» **TASK DESCRIPTION**: Go through the data and count the lines holding the string "Nordskrænten". Write only the number.

(Recorded data)

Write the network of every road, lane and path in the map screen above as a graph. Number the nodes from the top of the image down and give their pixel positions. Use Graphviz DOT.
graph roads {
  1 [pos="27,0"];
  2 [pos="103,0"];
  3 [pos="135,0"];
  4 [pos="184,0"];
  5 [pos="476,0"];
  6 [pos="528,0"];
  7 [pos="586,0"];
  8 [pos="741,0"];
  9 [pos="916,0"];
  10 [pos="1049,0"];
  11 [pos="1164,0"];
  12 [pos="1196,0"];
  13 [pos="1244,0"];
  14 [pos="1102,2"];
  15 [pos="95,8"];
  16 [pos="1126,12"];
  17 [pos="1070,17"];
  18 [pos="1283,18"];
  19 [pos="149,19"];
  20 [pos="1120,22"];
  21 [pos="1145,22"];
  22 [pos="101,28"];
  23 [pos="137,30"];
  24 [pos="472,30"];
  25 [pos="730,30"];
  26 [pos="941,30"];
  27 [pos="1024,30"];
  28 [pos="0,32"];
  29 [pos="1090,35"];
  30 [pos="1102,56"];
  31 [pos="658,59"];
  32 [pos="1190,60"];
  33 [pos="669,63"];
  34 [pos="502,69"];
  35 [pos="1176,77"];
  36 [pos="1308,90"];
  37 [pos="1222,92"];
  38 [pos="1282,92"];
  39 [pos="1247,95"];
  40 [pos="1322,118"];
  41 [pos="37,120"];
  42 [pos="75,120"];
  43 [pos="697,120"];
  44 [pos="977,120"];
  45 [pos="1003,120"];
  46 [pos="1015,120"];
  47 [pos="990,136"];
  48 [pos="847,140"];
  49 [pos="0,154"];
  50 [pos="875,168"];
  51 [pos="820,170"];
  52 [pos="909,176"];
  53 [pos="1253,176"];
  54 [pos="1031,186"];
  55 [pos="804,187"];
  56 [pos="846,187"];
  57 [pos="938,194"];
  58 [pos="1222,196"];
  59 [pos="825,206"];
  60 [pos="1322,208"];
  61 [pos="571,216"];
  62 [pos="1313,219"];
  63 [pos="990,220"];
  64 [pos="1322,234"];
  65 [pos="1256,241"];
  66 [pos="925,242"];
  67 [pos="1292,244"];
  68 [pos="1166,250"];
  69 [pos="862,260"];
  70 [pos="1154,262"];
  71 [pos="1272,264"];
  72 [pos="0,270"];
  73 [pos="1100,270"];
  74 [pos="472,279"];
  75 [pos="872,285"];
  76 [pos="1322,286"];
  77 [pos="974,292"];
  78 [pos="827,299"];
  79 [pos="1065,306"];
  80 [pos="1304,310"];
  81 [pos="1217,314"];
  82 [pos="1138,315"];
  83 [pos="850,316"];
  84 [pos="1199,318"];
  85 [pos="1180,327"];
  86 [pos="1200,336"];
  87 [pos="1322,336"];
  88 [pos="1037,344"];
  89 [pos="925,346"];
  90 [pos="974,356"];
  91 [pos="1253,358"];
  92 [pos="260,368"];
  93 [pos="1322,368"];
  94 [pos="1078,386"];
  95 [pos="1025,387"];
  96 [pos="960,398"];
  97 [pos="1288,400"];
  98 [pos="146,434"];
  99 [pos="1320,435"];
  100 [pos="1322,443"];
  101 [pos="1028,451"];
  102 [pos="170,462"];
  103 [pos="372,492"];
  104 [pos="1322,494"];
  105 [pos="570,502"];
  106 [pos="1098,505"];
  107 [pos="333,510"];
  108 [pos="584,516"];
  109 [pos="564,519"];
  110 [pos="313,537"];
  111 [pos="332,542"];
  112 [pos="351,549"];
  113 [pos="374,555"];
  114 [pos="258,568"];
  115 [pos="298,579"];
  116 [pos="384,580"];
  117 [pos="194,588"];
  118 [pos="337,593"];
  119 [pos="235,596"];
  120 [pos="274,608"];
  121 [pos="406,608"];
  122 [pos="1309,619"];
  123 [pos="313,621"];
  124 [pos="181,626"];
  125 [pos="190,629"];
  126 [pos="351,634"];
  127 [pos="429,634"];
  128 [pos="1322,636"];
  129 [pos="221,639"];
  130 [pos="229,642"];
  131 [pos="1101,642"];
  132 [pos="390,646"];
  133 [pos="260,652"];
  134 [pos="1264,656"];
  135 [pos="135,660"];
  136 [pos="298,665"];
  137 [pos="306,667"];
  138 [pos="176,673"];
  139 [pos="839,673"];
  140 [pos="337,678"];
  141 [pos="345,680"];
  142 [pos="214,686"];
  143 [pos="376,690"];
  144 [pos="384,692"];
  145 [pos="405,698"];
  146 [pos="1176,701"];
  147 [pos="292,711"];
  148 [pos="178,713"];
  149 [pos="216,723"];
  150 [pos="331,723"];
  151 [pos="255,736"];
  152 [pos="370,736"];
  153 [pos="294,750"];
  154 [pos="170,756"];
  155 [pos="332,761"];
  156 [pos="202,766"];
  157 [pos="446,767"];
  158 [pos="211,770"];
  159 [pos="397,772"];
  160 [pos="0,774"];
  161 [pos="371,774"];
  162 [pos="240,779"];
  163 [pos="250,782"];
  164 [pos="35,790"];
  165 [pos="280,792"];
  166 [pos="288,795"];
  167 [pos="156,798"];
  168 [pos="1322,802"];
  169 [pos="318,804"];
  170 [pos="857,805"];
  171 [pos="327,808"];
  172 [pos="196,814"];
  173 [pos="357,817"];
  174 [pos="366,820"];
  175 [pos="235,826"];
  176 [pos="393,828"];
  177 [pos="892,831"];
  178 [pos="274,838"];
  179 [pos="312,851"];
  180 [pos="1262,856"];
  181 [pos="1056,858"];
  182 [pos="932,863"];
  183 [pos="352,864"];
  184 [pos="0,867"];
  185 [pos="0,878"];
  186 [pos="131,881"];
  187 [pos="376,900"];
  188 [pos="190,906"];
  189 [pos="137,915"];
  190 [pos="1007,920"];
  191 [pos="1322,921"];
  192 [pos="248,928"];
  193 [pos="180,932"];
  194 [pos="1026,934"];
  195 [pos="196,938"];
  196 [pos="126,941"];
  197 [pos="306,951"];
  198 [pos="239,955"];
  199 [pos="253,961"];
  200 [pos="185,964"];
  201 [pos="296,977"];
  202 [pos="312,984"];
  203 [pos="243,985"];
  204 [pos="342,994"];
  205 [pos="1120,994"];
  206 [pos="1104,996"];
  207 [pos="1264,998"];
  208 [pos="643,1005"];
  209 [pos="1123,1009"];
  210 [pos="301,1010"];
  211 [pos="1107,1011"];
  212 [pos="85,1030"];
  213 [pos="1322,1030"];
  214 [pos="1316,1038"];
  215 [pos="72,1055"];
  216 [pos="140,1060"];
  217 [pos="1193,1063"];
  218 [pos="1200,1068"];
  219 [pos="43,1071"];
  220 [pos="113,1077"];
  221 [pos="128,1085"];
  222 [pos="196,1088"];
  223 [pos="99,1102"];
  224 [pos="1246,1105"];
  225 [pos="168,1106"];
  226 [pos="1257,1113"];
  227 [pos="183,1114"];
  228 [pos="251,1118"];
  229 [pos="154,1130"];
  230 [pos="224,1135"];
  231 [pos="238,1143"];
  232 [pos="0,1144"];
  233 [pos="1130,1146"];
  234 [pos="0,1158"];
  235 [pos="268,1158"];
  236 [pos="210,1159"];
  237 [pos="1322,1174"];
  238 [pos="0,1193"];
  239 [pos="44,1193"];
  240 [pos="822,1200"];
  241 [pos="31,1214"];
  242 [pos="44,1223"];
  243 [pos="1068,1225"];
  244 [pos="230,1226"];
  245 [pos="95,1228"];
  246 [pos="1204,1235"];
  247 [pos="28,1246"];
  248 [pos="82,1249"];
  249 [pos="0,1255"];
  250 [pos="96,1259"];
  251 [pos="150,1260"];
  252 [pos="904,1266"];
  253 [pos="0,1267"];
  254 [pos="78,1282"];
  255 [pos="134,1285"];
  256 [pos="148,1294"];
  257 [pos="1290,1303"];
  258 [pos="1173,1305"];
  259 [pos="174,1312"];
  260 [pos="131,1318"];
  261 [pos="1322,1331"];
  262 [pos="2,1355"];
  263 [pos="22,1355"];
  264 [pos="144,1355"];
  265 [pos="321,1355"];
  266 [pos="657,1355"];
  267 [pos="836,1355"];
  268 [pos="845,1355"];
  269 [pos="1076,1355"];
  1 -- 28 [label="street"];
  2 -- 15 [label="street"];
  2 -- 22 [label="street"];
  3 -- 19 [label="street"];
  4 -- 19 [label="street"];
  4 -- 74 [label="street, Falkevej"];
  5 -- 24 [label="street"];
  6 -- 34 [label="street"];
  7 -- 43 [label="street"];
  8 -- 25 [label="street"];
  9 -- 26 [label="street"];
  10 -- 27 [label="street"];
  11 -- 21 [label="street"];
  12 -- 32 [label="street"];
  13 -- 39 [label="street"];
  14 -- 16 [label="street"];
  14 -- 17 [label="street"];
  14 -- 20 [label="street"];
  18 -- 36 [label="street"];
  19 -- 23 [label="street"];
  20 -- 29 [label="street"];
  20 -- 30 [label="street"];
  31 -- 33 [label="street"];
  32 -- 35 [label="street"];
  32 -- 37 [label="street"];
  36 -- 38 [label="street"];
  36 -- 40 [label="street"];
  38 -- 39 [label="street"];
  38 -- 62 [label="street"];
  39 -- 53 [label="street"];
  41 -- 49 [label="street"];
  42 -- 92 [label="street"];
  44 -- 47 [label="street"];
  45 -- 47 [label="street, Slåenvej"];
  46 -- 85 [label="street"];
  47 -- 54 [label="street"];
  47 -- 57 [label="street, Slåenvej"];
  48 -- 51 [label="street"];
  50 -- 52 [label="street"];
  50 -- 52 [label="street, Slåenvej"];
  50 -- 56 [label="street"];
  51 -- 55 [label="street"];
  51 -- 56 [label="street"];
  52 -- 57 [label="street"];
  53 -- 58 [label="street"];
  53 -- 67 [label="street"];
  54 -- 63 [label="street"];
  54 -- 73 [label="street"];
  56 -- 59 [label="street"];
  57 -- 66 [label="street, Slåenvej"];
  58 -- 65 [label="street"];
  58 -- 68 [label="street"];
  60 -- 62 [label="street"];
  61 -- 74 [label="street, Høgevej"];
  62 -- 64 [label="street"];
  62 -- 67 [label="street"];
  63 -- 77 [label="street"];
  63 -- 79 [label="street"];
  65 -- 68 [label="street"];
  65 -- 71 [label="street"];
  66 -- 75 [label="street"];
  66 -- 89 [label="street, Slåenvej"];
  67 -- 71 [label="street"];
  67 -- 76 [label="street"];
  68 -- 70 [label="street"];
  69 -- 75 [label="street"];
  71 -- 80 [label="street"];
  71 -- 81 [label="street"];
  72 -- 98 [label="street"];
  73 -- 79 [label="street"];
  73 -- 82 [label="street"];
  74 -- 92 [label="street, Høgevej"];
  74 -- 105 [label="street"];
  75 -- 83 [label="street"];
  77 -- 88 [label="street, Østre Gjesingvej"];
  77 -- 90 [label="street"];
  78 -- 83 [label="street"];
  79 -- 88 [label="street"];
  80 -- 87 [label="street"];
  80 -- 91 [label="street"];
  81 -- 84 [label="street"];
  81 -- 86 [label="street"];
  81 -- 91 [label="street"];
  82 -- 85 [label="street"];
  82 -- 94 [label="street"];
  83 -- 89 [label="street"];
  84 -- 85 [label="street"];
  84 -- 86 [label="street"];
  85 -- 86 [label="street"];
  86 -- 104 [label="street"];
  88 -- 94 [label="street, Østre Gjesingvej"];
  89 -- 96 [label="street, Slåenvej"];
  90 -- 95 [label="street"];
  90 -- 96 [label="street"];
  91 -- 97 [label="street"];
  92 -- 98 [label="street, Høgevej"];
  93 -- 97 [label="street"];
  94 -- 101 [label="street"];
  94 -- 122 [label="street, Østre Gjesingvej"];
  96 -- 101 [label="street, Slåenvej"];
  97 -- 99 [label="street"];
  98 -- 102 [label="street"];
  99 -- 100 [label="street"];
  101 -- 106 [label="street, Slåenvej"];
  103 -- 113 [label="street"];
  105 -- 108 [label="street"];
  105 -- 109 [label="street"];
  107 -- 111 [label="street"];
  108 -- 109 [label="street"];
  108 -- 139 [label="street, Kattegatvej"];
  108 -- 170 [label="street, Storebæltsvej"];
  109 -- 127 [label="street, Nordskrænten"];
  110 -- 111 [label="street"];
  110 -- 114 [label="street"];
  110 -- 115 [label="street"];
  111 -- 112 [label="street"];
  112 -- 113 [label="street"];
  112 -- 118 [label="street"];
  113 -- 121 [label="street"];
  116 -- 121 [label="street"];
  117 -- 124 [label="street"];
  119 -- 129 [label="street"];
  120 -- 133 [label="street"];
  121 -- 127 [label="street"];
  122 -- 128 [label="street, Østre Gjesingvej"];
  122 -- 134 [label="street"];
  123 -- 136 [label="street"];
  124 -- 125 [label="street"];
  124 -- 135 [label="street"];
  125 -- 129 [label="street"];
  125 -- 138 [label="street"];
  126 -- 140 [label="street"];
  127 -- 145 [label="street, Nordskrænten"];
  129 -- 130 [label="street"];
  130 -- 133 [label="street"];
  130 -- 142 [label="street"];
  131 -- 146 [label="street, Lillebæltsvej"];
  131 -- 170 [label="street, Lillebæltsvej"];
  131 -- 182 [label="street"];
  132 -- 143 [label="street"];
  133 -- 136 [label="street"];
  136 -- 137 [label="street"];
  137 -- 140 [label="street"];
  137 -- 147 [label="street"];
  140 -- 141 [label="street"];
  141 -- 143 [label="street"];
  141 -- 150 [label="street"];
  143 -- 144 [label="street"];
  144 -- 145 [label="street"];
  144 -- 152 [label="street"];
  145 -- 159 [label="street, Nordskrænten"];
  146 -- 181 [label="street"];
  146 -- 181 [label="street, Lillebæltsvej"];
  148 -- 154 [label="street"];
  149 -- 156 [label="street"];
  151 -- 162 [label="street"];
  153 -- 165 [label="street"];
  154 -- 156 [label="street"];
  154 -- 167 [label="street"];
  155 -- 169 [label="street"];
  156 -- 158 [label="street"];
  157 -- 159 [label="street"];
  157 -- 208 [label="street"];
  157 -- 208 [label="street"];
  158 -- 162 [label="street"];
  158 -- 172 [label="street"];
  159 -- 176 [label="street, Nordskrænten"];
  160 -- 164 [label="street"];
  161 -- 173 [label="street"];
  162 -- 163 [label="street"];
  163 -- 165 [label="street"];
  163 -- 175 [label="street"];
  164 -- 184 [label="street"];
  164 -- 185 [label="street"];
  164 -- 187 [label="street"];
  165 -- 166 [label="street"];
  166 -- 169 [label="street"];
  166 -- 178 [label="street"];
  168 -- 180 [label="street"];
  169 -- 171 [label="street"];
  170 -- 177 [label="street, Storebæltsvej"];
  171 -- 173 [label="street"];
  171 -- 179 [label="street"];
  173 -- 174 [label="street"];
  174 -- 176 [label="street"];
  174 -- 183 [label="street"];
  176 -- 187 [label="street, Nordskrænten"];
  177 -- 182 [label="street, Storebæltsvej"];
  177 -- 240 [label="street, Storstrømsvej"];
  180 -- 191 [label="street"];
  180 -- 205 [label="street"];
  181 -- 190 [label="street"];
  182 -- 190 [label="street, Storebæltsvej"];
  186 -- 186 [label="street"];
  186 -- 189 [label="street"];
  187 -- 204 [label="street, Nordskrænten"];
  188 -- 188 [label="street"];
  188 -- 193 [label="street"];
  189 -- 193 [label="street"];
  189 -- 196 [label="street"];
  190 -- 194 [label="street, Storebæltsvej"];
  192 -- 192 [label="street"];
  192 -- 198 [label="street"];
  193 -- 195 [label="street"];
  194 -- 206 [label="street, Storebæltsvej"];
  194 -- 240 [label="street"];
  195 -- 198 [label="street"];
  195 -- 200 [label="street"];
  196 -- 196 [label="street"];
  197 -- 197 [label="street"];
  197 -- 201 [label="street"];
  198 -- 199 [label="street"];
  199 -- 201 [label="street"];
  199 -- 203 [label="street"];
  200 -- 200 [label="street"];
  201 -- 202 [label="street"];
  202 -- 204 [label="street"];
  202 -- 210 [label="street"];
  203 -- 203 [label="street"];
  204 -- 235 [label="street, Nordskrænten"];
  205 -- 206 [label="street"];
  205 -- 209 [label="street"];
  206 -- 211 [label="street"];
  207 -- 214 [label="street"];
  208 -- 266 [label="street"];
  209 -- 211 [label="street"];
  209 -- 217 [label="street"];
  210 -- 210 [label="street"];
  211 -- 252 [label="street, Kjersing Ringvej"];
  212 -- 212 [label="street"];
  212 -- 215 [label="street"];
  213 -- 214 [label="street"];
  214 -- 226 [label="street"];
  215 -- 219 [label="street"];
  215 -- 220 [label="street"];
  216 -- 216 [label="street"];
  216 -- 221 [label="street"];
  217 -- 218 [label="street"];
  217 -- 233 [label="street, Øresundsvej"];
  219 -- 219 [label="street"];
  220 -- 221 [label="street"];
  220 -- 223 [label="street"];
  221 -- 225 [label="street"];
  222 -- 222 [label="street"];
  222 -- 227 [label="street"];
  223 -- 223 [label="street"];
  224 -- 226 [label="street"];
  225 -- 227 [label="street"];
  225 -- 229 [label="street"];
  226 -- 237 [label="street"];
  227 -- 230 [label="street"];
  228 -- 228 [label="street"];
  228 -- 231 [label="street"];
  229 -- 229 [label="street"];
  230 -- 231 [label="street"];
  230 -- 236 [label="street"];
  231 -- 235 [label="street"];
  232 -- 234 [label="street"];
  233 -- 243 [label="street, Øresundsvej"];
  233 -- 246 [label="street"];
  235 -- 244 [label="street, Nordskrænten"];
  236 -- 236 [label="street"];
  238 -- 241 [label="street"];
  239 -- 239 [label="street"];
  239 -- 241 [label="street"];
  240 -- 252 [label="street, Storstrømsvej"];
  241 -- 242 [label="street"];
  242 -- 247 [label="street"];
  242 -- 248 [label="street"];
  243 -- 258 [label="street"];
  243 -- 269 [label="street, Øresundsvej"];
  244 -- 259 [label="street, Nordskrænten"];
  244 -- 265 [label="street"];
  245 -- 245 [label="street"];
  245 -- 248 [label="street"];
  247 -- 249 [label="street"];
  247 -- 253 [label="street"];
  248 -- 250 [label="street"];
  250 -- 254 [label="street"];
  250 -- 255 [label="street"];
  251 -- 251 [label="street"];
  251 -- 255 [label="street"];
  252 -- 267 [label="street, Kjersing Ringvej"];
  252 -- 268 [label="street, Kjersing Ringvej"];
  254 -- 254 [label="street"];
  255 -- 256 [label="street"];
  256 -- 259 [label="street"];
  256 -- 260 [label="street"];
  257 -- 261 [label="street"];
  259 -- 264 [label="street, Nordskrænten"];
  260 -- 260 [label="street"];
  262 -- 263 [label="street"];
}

» **RESULT FOR THIS TASK**: 10